Your instructions:
Check the records below line by line for the string "Zehntfeldstraße". Give the number of lines that contain it and nothing else.

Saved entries
BEGIN

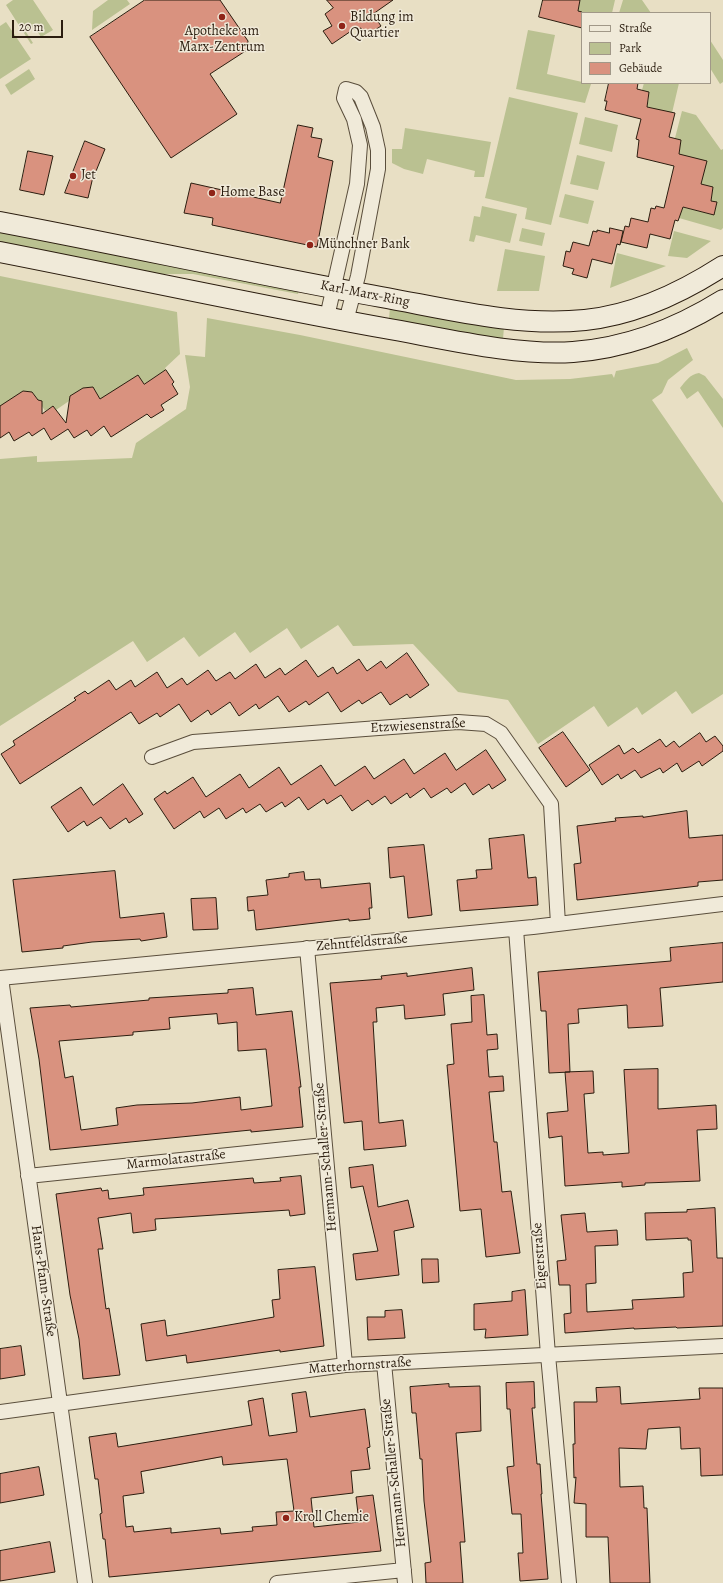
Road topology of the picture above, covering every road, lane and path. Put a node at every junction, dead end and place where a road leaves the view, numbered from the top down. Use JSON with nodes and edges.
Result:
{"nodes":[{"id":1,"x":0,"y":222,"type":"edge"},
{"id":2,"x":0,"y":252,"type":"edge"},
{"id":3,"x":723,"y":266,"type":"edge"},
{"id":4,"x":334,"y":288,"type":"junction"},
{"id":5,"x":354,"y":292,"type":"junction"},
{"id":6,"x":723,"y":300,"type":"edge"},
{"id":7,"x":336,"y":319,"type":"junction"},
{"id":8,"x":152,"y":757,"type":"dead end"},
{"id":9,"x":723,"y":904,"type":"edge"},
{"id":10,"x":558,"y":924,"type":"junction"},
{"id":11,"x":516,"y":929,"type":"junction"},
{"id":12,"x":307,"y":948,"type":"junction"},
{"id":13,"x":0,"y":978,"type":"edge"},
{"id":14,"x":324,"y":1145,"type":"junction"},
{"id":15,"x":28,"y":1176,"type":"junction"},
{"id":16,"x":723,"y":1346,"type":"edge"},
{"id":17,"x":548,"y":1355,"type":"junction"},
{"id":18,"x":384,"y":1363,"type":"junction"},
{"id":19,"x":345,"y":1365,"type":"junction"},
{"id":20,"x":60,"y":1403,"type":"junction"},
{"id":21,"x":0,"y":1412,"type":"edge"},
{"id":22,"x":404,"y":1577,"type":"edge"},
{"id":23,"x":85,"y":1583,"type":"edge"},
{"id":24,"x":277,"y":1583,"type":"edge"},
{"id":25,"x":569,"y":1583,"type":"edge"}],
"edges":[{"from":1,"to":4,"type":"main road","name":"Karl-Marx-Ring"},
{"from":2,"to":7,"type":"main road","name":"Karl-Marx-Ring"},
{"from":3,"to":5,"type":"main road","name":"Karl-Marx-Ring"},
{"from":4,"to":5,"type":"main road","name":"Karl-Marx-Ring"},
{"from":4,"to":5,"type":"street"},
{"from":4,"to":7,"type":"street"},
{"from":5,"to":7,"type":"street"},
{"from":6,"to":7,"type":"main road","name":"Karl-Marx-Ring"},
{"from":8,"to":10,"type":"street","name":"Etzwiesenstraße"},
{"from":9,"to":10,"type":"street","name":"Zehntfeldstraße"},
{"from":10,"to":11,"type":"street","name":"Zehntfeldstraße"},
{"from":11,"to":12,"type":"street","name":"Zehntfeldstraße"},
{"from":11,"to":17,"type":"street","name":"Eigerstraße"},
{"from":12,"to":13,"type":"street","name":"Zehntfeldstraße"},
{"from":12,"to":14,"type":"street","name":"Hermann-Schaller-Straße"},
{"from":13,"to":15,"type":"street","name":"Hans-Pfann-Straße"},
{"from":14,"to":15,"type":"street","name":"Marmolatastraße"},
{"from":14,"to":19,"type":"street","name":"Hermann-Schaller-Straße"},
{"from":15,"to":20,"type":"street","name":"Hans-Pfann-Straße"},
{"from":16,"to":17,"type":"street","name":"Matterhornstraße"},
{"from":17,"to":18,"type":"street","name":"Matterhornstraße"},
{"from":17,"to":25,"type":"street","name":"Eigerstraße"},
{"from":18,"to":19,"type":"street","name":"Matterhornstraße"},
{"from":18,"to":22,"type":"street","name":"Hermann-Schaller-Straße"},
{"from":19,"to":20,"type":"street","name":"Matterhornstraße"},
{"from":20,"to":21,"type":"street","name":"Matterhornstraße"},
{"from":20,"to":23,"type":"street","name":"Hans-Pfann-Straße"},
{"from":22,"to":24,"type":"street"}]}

END

Result of this task:
4